**Directions:**
Your task is to copy the data exactly while leaving out every picture.

**Records:**
··········

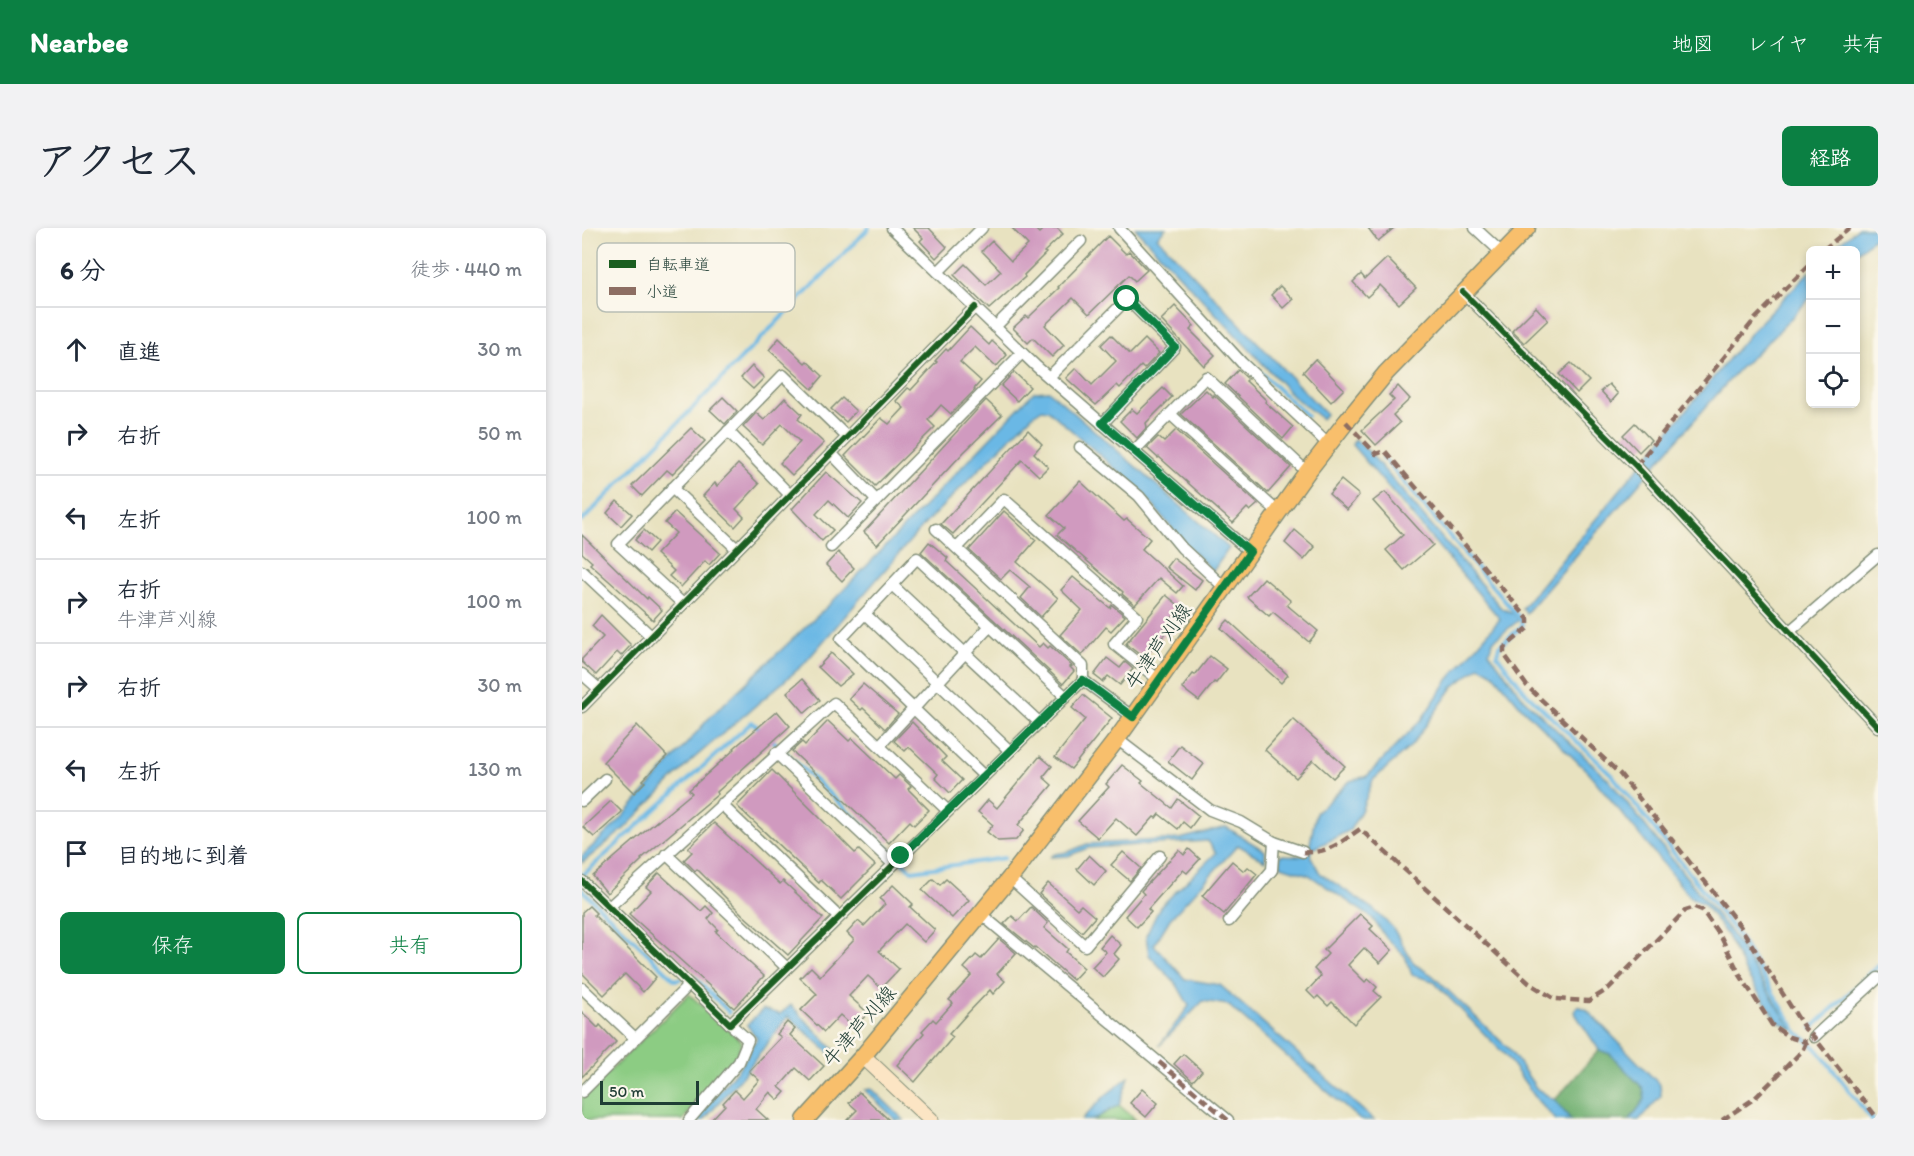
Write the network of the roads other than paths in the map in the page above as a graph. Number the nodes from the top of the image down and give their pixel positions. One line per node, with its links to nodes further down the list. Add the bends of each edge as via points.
1 (892, 228): 8 (street)
2 (982, 228): 8 (street)
3 (1119, 228): 18 (street, via 1242,363)
4 (1475, 228): 7 (street)
5 (1527, 228): 7 (main road, 牛津芦刈線)
6 (1081, 241): 11 (street)
7 (1502, 253): 9 (main road, 牛津芦刈線)
8 (938, 272): 10 (street)
9 (1463, 292): 18 (main road, 牛津芦刈線, via 1386,374); 39 (street, via 1636,466)
10 (975, 307): 11 (street); 17 (street)
11 (995, 327): 12 (street)
12 (1022, 353): 13 (street); 25 (street)
13 (1049, 377): 15 (street); 15 (street, via 1127,299 1175,347)
14 (1170, 414): 20 (street); 22 (street, via 1206,377); 26 (street)
15 (1102, 423): 20 (street)
16 (728, 431): 17 (street, via 783,375); 23 (street); 24 (street)
17 (847, 437): 21 (street)
18 (1329, 445): 22 (main road, 牛津芦刈線)
19 (1080, 447): 35 (street, via 1138,496 1182,548)
20 (1134, 451): 31 (street)
21 (831, 453): 24 (street); 25 (street)
22 (1307, 472): 26 (main road, 牛津芦刈線)
23 (672, 488): 30 (street); 36 (street, via 618,544)
24 (790, 495): 30 (street)
25 (876, 500): 28 (street)
26 (1278, 512): 31 (main road, 牛津芦刈線)
27 (936, 529): 29 (street)
28 (831, 547)
29 (957, 548): 43 (street, via 1083,666); 44 (street, via 1004,499 1137,617 1114,644)
30 (737, 549): 36 (street)
31 (1250, 552): 35 (main road, 牛津芦刈線)
32 (1878, 555): 39 (street)
33 (583, 575): 40 (street)
34 (892, 585): 37 (street); 38 (street, via 917,558); 41 (street)
35 (1225, 588): 44 (main road, 牛津芦刈線)
36 (683, 604): 40 (street)
37 (865, 614): 45 (street); 49 (street, via 841,639)
38 (990, 626): 41 (street); 47 (street)
39 (1790, 631): 52 (street)
40 (651, 636): 46 (street)
41 (966, 653): 45 (street); 51 (street)
42 (582, 674): 46 (street)
43 (1083, 680): 47 (street); 50 (street)
44 (1159, 680): 50 (main road, 牛津芦刈線)
45 (938, 683): 49 (street); 56 (street)
46 (599, 689): 48 (street)
47 (1066, 697): 51 (street)
48 (582, 707)
49 (914, 709): 54 (street); 57 (street)
50 (1133, 717): 53 (main road, 牛津芦刈線)
51 (1040, 723): 56 (street)
52 (1878, 727)
53 (1117, 739): 62 (street, via 1210,810 1241,822); 67 (main road, 牛津芦刈線)
54 (880, 745): 55 (street, via 834,703); 61 (street)
55 (780, 750): 60 (street); 66 (street)
56 (1010, 751): 57 (street)
57 (984, 776): 61 (street)
58 (605, 778): 59 (street)
59 (582, 801)
60 (721, 804): 64 (street); 71 (street)
61 (948, 811): 66 (street)
62 (1274, 842): 63 (street); 72 (street, via 1272,870)
63 (1304, 852)
64 (666, 854): 69 (street); 73 (street)
65 (1161, 856): 67 (street, via 1086,946)
66 (897, 860): 71 (street)
67 (1010, 878): 70 (main road, 牛津芦刈線)
68 (583, 884): 69 (street)
69 (609, 907): 75 (street)
70 (982, 915): 80 (main road, 牛津芦刈線); 85 (street)
71 (839, 917): 73 (street)
72 (1230, 921)
73 (787, 968): 77 (street)
74 (1878, 978): 78 (street)
75 (689, 985): 77 (street); 79 (street)
76 (582, 988): 79 (street)
77 (730, 1024): 82 (street, via 748,1040 739,1062)
78 (1814, 1037)
79 (635, 1038): 81 (street)
80 (863, 1056): 83 (main road, 牛津芦刈線); 84 (street)
81 (582, 1092)
82 (689, 1120)
83 (805, 1120)
84 (931, 1120)
85 (1228, 1120)

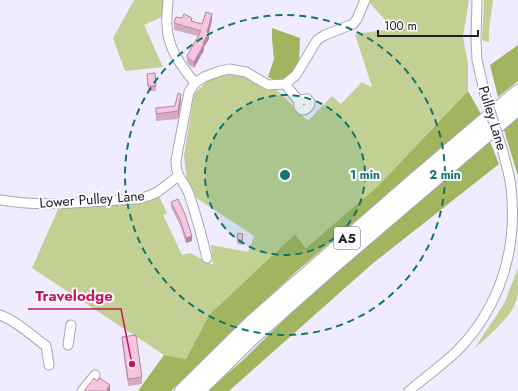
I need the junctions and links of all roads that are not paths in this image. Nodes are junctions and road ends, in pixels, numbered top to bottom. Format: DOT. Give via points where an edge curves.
graph roads {
  1 [pos="168,0"];
  2 [pos="365,0"];
  3 [pos="477,0"];
  4 [pos="194,83"];
  5 [pos="285,84"];
  6 [pos="518,92"];
  7 [pos="298,100"];
  8 [pos="518,108"];
  9 [pos="178,176"];
  10 [pos="0,200"];
  11 [pos="206,258"];
  12 [pos="0,315"];
  13 [pos="71,324"];
  14 [pos="68,345"];
  15 [pos="49,365"];
  16 [pos="94,375"];
  17 [pos="82,391"];
  18 [pos="182,391"];
  19 [pos="198,391"];
  20 [pos="409,391"];
  1 -- 4 [label="street" via="166,26 170,43 179,63"];
  2 -- 5 [label="street" via="355,27 325,35 317,40 296,75"];
  3 -- 20 [label="street, Pulley Lane, bridge" via="477,60 484,96 503,152 511,186 513,207 510,255 499,289 478,325 456,352"];
  4 -- 5 [label="street" via="229,69 246,72 268,85"];
  4 -- 9 [label="street" via="189,92 176,160"];
  5 -- 7 [label="street"];
  6 -- 18 [label="highway, A5" via="252,322"];
  8 -- 19 [label="highway, A5" via="333,266 254,336"];
  9 -- 10 [label="street, Lower Pulley Lane" via="159,192 137,199 55,204"];
  9 -- 11 [label="street" via="188,193"];
  12 -- 15 [label="street" via="20,326 46,346"];
  13 -- 14 [label="street"];
  16 -- 17 [label="street"];
}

··········

**Result for this exercise:**
Write the network of the roads other than paths in the map in the page above as a graph. Number the nodes from the top of the image down and give their pixel positions. One line per node, with its links to nodes further down the list. Add the bends of each edge as via points.
1 (892, 228): 8 (street)
2 (982, 228): 8 (street)
3 (1119, 228): 18 (street, via 1242,363)
4 (1475, 228): 7 (street)
5 (1527, 228): 7 (main road, 牛津芦刈線)
6 (1081, 241): 11 (street)
7 (1502, 253): 9 (main road, 牛津芦刈線)
8 (938, 272): 10 (street)
9 (1463, 292): 18 (main road, 牛津芦刈線, via 1386,374); 39 (street, via 1636,466)
10 (975, 307): 11 (street); 17 (street)
11 (995, 327): 12 (street)
12 (1022, 353): 13 (street); 25 (street)
13 (1049, 377): 15 (street); 15 (street, via 1127,299 1175,347)
14 (1170, 414): 20 (street); 22 (street, via 1206,377); 26 (street)
15 (1102, 423): 20 (street)
16 (728, 431): 17 (street, via 783,375); 23 (street); 24 (street)
17 (847, 437): 21 (street)
18 (1329, 445): 22 (main road, 牛津芦刈線)
19 (1080, 447): 35 (street, via 1138,496 1182,548)
20 (1134, 451): 31 (street)
21 (831, 453): 24 (street); 25 (street)
22 (1307, 472): 26 (main road, 牛津芦刈線)
23 (672, 488): 30 (street); 36 (street, via 618,544)
24 (790, 495): 30 (street)
25 (876, 500): 28 (street)
26 (1278, 512): 31 (main road, 牛津芦刈線)
27 (936, 529): 29 (street)
28 (831, 547)
29 (957, 548): 43 (street, via 1083,666); 44 (street, via 1004,499 1137,617 1114,644)
30 (737, 549): 36 (street)
31 (1250, 552): 35 (main road, 牛津芦刈線)
32 (1878, 555): 39 (street)
33 (583, 575): 40 (street)
34 (892, 585): 37 (street); 38 (street, via 917,558); 41 (street)
35 (1225, 588): 44 (main road, 牛津芦刈線)
36 (683, 604): 40 (street)
37 (865, 614): 45 (street); 49 (street, via 841,639)
38 (990, 626): 41 (street); 47 (street)
39 (1790, 631): 52 (street)
40 (651, 636): 46 (street)
41 (966, 653): 45 (street); 51 (street)
42 (582, 674): 46 (street)
43 (1083, 680): 47 (street); 50 (street)
44 (1159, 680): 50 (main road, 牛津芦刈線)
45 (938, 683): 49 (street); 56 (street)
46 (599, 689): 48 (street)
47 (1066, 697): 51 (street)
48 (582, 707)
49 (914, 709): 54 (street); 57 (street)
50 (1133, 717): 53 (main road, 牛津芦刈線)
51 (1040, 723): 56 (street)
52 (1878, 727)
53 (1117, 739): 62 (street, via 1210,810 1241,822); 67 (main road, 牛津芦刈線)
54 (880, 745): 55 (street, via 834,703); 61 (street)
55 (780, 750): 60 (street); 66 (street)
56 (1010, 751): 57 (street)
57 (984, 776): 61 (street)
58 (605, 778): 59 (street)
59 (582, 801)
60 (721, 804): 64 (street); 71 (street)
61 (948, 811): 66 (street)
62 (1274, 842): 63 (street); 72 (street, via 1272,870)
63 (1304, 852)
64 (666, 854): 69 (street); 73 (street)
65 (1161, 856): 67 (street, via 1086,946)
66 (897, 860): 71 (street)
67 (1010, 878): 70 (main road, 牛津芦刈線)
68 (583, 884): 69 (street)
69 (609, 907): 75 (street)
70 (982, 915): 80 (main road, 牛津芦刈線); 85 (street)
71 (839, 917): 73 (street)
72 (1230, 921)
73 (787, 968): 77 (street)
74 (1878, 978): 78 (street)
75 (689, 985): 77 (street); 79 (street)
76 (582, 988): 79 (street)
77 (730, 1024): 82 (street, via 748,1040 739,1062)
78 (1814, 1037)
79 (635, 1038): 81 (street)
80 (863, 1056): 83 (main road, 牛津芦刈線); 84 (street)
81 (582, 1092)
82 (689, 1120)
83 (805, 1120)
84 (931, 1120)
85 (1228, 1120)

I need the junctions and links of all roads that are not paths in this image. Nodes are junctions and road ends, in pixels, numbered top to bottom. Format: DOT. Give via points where an edge curves.
graph roads {
  1 [pos="168,0"];
  2 [pos="365,0"];
  3 [pos="477,0"];
  4 [pos="194,83"];
  5 [pos="285,84"];
  6 [pos="518,92"];
  7 [pos="298,100"];
  8 [pos="518,108"];
  9 [pos="178,176"];
  10 [pos="0,200"];
  11 [pos="206,258"];
  12 [pos="0,315"];
  13 [pos="71,324"];
  14 [pos="68,345"];
  15 [pos="49,365"];
  16 [pos="94,375"];
  17 [pos="82,391"];
  18 [pos="182,391"];
  19 [pos="198,391"];
  20 [pos="409,391"];
  1 -- 4 [label="street" via="166,26 170,43 179,63"];
  2 -- 5 [label="street" via="355,27 325,35 317,40 296,75"];
  3 -- 20 [label="street, Pulley Lane, bridge" via="477,60 484,96 503,152 511,186 513,207 510,255 499,289 478,325 456,352"];
  4 -- 5 [label="street" via="229,69 246,72 268,85"];
  4 -- 9 [label="street" via="189,92 176,160"];
  5 -- 7 [label="street"];
  6 -- 18 [label="highway, A5" via="252,322"];
  8 -- 19 [label="highway, A5" via="333,266 254,336"];
  9 -- 10 [label="street, Lower Pulley Lane" via="159,192 137,199 55,204"];
  9 -- 11 [label="street" via="188,193"];
  12 -- 15 [label="street" via="20,326 46,346"];
  13 -- 14 [label="street"];
  16 -- 17 [label="street"];
}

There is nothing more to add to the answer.